The South Wairarapa District Council brought the charges after Phelps continually refused to microchip the dogs, claiming they were used for rounding up the sheep on his property. Any dogs registered after July 1, 2006, are required under the 1996 Dog Control Act section 36a (2) to be microchipped. Working dogs are exempt. The maximum fine for failing to do so is $300 per dog. Council's prosecutor Katie Paterson said there had been a long remand since Phelps was convicted to give him time to comply, but he had not done so to date.
In fact, only last Friday he had tried to re-register the dogs as working dogs, she said.
The animals belong to him and his partner Mary Phillips, who is a pekingese breeder registered with the New Zealand Kennel Club. If he had microchipped the lapdogs the council would have sought reduced costs but he had not, so the maximum fine should apply, Miss Paterson submitted.

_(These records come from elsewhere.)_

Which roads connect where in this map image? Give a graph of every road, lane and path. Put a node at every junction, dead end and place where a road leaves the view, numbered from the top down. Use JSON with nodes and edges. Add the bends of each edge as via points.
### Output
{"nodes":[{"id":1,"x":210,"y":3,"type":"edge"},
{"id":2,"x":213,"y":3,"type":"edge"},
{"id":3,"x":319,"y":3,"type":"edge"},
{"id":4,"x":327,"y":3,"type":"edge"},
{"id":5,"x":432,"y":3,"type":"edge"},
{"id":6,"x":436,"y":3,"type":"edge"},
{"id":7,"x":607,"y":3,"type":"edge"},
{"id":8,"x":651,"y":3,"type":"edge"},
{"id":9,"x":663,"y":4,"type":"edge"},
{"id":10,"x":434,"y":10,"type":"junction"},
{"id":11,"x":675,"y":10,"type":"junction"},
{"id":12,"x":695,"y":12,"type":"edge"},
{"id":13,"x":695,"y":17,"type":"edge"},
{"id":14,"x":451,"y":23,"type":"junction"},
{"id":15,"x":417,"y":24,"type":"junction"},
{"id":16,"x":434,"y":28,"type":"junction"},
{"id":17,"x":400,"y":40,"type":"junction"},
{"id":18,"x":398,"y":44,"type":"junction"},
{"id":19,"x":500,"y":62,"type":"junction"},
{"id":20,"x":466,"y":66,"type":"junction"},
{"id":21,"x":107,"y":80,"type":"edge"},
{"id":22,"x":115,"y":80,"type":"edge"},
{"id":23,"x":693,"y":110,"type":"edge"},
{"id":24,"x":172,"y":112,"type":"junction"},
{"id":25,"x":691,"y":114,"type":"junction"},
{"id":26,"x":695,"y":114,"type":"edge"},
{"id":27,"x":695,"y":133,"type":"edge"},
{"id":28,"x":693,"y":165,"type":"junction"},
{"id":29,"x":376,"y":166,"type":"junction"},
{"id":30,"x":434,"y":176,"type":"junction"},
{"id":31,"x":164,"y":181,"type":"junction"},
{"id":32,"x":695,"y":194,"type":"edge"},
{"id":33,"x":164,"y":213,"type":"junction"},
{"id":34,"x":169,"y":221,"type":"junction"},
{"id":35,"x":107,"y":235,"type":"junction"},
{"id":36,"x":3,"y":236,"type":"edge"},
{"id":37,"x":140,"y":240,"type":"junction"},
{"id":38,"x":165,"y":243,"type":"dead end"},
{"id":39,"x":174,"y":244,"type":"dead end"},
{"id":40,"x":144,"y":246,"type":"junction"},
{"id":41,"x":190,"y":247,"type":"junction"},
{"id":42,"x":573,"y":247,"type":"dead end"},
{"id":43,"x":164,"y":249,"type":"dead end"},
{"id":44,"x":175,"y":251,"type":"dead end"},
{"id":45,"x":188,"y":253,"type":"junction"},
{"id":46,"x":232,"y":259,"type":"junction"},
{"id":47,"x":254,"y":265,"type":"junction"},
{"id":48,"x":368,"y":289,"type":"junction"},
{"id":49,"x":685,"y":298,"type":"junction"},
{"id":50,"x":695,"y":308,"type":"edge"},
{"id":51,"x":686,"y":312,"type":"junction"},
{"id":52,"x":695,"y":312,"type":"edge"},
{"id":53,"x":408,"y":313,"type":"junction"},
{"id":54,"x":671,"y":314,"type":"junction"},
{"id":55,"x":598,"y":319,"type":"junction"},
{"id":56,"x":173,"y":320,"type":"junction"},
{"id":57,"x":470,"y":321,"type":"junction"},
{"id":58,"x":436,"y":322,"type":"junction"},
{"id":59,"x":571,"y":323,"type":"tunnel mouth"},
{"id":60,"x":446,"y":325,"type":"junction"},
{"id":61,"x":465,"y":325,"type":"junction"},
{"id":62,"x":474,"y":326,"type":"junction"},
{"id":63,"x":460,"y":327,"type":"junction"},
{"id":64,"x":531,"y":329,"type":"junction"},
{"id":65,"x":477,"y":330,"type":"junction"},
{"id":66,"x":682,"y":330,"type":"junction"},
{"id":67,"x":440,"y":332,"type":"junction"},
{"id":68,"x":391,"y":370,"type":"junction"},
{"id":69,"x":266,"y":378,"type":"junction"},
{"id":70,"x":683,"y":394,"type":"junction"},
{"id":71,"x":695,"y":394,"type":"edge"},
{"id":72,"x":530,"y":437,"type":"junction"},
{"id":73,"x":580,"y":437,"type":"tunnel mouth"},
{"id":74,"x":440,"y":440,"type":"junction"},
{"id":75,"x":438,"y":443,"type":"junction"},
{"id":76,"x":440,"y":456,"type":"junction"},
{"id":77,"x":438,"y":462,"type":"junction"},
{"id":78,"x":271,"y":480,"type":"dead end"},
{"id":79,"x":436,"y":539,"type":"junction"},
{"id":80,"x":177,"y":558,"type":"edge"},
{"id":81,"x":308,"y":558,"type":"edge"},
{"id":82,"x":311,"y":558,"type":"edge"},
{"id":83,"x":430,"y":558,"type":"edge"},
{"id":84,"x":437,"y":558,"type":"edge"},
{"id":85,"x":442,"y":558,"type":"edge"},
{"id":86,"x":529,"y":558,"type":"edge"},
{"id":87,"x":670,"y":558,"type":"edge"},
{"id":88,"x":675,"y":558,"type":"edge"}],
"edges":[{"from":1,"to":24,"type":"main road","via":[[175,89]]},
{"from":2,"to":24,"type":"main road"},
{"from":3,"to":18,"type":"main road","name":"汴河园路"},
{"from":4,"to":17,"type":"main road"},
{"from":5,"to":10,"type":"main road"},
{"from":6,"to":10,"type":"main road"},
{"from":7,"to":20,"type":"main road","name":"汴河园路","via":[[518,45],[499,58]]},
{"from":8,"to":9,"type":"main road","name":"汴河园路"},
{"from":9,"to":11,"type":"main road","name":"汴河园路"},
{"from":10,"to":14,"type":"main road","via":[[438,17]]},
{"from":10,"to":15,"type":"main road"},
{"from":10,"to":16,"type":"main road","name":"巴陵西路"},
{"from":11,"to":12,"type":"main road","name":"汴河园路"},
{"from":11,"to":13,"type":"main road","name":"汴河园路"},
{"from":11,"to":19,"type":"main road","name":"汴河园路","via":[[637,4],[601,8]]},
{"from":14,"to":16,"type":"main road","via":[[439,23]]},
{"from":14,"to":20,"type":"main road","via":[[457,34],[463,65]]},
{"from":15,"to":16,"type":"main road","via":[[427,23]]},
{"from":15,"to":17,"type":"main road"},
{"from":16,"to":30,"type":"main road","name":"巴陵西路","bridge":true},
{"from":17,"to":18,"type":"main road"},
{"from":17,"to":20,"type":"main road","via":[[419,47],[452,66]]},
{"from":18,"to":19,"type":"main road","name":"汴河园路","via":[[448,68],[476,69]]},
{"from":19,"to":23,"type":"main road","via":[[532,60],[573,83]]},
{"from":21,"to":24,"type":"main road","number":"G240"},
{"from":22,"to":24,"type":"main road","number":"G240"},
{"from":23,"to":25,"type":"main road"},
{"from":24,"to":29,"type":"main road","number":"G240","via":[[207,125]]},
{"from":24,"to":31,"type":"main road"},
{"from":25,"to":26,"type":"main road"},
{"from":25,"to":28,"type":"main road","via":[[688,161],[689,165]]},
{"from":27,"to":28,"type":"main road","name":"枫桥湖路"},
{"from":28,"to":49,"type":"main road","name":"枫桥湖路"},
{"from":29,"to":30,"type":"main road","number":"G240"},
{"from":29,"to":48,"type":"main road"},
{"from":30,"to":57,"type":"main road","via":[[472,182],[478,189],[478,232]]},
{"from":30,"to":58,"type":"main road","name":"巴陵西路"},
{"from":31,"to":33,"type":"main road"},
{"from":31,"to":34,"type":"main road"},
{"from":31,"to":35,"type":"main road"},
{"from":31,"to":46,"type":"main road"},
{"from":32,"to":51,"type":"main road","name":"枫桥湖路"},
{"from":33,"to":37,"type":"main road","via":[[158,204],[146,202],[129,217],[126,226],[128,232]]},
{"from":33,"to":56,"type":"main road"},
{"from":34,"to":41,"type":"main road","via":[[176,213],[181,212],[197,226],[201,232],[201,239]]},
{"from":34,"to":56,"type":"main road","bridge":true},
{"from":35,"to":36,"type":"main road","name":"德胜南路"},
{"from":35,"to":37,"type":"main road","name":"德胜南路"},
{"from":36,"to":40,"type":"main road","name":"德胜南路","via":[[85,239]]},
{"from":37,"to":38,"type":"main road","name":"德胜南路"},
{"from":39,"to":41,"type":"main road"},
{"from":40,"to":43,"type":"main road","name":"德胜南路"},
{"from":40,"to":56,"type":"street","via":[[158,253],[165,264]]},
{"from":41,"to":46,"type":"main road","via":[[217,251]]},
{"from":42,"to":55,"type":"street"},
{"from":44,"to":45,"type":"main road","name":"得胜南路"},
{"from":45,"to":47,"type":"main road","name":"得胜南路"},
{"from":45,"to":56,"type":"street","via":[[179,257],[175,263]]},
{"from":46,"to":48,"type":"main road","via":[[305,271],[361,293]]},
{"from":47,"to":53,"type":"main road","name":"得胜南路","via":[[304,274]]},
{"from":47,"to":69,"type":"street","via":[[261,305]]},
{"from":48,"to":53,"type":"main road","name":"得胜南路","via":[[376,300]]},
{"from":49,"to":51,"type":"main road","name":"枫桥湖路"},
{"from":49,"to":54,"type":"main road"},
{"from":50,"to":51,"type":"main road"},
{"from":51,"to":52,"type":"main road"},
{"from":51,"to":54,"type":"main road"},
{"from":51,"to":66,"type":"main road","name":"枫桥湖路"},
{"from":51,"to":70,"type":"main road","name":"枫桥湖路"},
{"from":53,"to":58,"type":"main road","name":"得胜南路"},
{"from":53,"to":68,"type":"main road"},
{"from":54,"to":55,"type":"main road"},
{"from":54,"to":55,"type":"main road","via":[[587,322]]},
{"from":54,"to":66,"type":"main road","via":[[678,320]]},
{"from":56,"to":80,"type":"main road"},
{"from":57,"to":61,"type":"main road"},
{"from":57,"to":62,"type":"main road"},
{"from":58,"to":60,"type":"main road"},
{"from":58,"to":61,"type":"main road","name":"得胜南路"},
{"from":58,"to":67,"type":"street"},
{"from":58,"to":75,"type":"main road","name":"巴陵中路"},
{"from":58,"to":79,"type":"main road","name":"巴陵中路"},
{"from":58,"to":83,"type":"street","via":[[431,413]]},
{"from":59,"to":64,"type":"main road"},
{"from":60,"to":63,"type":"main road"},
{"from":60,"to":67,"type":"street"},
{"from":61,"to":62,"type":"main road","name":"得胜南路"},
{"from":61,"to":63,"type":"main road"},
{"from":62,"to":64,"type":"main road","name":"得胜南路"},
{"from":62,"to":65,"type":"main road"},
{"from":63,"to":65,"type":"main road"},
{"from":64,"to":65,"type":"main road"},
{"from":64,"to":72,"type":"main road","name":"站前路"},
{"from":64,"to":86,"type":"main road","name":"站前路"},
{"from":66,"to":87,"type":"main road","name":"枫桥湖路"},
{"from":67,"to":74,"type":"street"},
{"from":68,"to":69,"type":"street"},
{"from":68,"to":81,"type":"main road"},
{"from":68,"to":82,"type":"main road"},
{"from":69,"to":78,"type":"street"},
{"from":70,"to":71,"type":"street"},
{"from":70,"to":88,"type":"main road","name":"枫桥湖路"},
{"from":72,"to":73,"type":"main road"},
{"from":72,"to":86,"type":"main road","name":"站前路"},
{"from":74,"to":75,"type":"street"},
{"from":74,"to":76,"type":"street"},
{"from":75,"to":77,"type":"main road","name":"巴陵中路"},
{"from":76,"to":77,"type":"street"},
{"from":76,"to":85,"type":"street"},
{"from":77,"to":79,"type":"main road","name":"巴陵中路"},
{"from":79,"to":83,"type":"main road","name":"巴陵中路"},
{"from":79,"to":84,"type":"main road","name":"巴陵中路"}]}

She asked for half of any infringement fine to be paid to the council and she sought full costs.
"There has been no compliance in the three months ... council took a reasonable position ... further prosecutions are likely," she said.
Defence lawyer Jock Blathwayt said his client genuinely believed the dogs were properly registered as working dogs. "There is an issue between the defendant and the dog ranger ... of a personal nature," he said.
Judge Tompkins said Phelps had been given plenty of opportunity to comply following conviction but continued to believe he was right, hence trying to again re-register the 10 lapdogs as working dogs.
"Seems that stance continues. You have been given plenty of chance to comply. That has not occurred. You endeavour to continue to register the dogs as working dogs."
It was appropriate to fine Phelps the maximum for non-compliance, with half the money to be paid to the South Wairarapa District Council, he said. He fined Phelps $226 for each dog he had failed to microchip plus $300 for each dog, totalling $5260.
When contacted by the Times-Age, Phelps said he would be appealing conviction and sentence and was not prepared to comment any further.